Exercise objective: From the entries that follow, extract each line holding the string "านในของถนนกาญจนาภ".

Records for the task:
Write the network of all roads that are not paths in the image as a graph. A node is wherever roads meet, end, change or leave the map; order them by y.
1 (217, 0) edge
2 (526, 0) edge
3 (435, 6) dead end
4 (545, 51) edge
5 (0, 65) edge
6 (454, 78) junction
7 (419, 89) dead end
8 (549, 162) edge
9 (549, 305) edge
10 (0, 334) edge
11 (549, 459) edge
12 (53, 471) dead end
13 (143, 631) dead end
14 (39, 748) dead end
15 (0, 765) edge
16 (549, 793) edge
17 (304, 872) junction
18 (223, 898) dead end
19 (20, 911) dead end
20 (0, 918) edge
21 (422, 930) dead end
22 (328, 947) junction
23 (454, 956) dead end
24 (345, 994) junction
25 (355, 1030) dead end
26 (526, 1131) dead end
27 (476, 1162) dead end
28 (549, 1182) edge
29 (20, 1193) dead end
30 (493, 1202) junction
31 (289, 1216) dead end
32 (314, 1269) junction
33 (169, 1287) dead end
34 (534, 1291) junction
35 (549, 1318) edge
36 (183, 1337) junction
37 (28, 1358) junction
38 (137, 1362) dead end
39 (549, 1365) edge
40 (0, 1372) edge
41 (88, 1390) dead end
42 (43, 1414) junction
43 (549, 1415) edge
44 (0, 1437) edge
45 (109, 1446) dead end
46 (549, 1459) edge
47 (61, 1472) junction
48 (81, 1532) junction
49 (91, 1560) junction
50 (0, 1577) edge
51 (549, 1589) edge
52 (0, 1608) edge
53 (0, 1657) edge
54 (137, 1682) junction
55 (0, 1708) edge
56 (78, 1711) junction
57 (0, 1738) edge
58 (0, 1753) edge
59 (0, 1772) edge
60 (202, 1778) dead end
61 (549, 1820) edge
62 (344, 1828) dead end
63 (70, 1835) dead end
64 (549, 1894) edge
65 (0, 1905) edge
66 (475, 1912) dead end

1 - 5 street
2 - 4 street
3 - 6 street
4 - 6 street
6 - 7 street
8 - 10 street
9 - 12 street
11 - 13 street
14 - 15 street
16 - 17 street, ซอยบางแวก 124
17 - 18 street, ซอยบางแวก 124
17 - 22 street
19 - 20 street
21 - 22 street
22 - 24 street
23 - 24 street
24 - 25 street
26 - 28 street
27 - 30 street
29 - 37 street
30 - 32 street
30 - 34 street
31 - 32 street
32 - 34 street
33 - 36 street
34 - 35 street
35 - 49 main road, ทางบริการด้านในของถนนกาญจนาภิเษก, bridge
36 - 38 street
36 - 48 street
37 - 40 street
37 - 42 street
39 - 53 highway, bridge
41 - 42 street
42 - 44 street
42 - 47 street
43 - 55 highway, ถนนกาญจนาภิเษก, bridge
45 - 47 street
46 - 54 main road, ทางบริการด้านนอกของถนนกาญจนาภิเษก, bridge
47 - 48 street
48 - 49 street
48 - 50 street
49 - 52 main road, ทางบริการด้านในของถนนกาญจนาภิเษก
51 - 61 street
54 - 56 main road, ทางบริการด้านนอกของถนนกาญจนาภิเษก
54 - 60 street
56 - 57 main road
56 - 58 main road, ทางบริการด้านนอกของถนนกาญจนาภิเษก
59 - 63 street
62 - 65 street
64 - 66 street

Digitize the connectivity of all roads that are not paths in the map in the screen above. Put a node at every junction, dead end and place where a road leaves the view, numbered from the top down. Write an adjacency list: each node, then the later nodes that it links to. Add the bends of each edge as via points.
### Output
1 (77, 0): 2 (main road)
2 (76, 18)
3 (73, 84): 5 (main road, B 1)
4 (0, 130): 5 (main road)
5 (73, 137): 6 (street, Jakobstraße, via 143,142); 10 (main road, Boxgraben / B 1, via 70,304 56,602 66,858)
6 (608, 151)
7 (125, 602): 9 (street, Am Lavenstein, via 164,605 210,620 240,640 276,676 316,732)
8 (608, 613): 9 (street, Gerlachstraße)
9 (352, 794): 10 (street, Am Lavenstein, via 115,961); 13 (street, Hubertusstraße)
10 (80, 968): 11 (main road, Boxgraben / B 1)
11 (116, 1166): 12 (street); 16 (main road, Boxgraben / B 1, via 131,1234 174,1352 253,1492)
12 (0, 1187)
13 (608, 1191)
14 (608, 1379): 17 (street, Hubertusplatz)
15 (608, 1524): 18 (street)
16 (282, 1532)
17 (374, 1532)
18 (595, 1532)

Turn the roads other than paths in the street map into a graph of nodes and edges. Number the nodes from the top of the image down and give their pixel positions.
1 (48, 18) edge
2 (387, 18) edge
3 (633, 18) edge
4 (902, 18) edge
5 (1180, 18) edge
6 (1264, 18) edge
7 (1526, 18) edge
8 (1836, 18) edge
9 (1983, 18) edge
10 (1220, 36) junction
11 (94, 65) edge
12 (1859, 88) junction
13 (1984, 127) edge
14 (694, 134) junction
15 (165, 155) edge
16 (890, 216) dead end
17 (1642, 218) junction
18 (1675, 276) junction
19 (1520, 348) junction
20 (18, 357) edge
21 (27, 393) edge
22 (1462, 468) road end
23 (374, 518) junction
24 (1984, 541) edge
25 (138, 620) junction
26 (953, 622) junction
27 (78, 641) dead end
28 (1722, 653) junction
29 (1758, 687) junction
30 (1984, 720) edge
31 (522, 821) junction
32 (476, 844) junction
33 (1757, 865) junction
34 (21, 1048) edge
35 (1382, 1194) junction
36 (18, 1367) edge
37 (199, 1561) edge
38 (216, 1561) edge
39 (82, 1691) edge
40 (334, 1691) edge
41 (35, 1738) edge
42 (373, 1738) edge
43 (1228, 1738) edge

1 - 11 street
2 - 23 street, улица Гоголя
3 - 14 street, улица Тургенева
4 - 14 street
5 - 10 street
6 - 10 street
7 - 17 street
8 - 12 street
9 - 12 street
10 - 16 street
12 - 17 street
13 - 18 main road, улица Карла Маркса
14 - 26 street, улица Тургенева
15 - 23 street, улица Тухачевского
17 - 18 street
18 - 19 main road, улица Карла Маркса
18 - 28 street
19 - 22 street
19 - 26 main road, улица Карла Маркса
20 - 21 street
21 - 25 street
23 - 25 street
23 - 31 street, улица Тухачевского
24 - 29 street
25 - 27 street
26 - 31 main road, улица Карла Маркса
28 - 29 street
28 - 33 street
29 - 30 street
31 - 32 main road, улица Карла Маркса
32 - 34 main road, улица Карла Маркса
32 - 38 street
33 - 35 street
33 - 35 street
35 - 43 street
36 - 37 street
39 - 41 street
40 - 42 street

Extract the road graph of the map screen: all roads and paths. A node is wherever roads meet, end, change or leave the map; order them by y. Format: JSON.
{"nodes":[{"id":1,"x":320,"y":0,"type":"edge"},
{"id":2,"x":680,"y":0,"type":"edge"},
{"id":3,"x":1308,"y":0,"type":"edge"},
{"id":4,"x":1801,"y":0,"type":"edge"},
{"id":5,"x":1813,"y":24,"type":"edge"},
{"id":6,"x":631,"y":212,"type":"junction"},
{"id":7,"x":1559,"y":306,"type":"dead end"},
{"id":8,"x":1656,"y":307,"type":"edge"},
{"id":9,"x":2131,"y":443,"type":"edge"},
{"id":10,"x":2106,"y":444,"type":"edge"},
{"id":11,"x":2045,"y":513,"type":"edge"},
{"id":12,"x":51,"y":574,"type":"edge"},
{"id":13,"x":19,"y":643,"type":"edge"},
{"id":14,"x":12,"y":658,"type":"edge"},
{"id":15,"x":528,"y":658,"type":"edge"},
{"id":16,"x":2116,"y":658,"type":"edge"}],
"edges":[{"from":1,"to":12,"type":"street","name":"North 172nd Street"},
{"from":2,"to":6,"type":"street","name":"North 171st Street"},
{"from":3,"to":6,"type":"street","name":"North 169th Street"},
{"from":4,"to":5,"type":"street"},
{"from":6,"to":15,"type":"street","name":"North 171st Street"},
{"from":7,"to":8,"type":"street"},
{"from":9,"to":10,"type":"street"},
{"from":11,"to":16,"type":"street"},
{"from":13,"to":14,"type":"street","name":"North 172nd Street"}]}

Finished exercise:
35 - 49 main road, ทางบริการด้านในของถนนกาญจนาภิเษก, bridge
49 - 52 main road, ทางบริการด้านในของถนนกาญจนาภิเษก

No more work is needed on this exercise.